* _EXERCISE DIRECTIONS_: Gather all lines in the records below that include the word "Harsaon".

----

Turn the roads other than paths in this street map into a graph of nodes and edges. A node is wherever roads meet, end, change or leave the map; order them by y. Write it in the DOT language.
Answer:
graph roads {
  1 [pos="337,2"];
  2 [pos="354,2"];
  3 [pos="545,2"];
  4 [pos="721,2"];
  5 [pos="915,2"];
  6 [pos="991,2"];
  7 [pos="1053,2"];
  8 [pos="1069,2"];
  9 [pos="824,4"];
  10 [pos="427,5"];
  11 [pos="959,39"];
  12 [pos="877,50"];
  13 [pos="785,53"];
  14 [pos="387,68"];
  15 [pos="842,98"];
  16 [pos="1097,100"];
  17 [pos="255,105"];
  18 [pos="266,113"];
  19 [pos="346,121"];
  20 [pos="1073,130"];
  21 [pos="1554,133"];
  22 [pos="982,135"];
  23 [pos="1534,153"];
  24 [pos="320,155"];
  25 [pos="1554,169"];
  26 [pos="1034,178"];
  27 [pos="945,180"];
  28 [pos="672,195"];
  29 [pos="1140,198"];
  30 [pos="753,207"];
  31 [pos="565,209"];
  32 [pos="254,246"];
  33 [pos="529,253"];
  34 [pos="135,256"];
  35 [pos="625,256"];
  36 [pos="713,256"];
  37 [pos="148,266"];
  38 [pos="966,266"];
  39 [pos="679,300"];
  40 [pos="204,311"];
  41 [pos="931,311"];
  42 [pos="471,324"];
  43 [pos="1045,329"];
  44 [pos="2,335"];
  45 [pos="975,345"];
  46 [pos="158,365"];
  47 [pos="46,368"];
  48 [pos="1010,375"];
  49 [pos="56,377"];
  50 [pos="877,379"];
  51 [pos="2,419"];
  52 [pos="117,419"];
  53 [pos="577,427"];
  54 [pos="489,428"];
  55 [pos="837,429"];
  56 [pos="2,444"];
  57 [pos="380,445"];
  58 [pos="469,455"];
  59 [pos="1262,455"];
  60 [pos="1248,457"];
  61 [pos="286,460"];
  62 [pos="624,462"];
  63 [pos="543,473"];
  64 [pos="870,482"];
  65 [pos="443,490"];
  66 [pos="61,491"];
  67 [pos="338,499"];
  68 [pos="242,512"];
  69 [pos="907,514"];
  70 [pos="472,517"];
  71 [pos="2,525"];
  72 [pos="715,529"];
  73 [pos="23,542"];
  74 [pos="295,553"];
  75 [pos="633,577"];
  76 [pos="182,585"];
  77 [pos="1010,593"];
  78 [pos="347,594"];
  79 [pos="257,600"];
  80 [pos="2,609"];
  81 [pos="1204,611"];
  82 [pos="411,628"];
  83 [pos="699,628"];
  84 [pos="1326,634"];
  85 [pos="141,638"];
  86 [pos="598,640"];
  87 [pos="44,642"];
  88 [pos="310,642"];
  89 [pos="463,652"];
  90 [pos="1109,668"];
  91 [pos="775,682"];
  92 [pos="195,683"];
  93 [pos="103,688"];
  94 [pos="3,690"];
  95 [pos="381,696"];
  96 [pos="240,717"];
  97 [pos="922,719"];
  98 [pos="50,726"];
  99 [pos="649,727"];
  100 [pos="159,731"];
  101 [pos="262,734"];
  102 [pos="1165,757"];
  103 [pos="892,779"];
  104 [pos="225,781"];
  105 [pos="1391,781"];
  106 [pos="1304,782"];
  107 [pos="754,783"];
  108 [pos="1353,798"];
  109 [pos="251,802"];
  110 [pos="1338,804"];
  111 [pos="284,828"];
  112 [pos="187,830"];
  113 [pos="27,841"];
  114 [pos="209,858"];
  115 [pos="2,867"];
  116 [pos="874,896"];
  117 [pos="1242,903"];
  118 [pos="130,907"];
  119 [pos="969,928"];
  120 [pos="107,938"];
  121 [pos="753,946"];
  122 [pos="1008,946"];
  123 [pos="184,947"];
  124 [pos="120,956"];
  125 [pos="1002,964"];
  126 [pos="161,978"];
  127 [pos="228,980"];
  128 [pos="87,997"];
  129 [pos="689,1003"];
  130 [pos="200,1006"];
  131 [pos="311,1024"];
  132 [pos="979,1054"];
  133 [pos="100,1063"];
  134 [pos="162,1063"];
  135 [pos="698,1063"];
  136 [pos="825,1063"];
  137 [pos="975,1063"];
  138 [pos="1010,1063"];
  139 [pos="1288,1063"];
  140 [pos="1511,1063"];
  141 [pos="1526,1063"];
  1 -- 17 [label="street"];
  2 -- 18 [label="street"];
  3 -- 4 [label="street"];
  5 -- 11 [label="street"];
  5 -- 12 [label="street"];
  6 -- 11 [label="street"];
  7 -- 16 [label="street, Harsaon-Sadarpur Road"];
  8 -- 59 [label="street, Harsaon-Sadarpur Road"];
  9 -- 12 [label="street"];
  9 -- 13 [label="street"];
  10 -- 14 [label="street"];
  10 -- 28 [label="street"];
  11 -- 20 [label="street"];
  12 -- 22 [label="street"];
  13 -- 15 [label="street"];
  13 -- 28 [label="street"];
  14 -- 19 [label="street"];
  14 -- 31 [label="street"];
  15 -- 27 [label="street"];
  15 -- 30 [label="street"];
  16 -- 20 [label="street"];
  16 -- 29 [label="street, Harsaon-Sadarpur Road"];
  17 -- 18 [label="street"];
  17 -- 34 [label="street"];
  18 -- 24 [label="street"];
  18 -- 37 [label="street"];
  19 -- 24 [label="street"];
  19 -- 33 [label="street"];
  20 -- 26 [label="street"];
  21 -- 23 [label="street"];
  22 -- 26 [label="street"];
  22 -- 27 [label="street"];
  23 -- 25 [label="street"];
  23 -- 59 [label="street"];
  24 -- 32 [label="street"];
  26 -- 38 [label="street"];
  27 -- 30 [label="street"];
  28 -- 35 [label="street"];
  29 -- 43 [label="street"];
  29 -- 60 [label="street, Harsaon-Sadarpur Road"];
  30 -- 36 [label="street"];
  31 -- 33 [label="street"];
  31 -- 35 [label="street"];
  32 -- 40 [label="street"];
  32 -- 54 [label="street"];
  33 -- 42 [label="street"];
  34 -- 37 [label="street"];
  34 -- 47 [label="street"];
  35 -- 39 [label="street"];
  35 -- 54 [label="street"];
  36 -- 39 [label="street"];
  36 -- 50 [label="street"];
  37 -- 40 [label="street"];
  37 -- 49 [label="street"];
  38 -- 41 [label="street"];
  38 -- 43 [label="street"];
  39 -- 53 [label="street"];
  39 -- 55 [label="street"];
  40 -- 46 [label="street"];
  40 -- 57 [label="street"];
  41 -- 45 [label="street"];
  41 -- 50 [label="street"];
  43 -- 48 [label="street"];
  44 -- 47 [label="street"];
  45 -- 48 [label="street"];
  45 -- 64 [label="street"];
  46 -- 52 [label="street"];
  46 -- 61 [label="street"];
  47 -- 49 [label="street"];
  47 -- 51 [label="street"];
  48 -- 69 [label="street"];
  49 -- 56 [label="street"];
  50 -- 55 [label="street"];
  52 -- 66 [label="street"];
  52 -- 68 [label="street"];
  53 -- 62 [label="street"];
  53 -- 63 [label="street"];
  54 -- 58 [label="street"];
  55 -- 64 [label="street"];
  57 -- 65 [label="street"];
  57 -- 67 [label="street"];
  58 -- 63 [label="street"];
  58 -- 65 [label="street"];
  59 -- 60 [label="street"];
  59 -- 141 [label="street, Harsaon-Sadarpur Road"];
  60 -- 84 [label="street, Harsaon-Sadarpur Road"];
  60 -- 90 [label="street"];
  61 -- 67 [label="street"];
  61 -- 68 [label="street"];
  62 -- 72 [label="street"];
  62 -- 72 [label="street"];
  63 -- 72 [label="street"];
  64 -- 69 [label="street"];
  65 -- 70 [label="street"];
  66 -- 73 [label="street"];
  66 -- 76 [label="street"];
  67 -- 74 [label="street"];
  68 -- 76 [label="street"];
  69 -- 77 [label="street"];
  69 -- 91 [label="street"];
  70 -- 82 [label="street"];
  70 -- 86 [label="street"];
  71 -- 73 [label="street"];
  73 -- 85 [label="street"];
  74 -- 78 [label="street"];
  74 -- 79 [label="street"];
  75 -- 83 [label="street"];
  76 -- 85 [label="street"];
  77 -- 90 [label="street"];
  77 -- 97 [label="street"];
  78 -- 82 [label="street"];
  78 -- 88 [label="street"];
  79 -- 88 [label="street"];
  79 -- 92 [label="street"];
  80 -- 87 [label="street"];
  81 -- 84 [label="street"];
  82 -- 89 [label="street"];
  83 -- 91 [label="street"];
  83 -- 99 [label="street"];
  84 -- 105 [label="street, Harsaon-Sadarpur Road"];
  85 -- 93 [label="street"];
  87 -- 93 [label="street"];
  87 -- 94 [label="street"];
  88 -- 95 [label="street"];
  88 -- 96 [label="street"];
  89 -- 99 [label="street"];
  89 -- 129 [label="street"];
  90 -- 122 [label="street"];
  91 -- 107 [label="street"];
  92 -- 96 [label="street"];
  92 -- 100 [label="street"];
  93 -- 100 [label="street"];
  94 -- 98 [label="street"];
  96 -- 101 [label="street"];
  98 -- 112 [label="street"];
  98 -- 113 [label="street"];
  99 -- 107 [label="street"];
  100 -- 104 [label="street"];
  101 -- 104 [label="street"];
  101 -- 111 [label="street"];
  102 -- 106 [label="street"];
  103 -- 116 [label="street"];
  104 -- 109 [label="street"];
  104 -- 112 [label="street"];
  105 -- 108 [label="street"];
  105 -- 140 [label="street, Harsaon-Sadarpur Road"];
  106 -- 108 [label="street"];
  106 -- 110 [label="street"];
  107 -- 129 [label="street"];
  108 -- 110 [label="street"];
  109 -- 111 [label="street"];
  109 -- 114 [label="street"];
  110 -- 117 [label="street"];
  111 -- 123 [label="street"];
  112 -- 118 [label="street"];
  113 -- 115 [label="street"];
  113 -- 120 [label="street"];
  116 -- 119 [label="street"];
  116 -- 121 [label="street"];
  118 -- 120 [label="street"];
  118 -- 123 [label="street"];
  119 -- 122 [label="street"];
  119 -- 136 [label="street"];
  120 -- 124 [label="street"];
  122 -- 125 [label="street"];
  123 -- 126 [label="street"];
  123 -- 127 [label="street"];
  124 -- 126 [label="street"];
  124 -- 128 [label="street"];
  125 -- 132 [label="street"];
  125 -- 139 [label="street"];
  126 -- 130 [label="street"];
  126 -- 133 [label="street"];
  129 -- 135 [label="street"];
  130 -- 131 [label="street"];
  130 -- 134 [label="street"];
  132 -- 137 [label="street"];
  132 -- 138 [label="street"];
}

----

* _REPLY TO THE EXERCISE_:
  7 -- 16 [label="street, Harsaon-Sadarpur Road"];
  8 -- 59 [label="street, Harsaon-Sadarpur Road"];
  16 -- 29 [label="street, Harsaon-Sadarpur Road"];
  29 -- 60 [label="street, Harsaon-Sadarpur Road"];
  59 -- 141 [label="street, Harsaon-Sadarpur Road"];
  60 -- 84 [label="street, Harsaon-Sadarpur Road"];
  84 -- 105 [label="street, Harsaon-Sadarpur Road"];
  105 -- 140 [label="street, Harsaon-Sadarpur Road"];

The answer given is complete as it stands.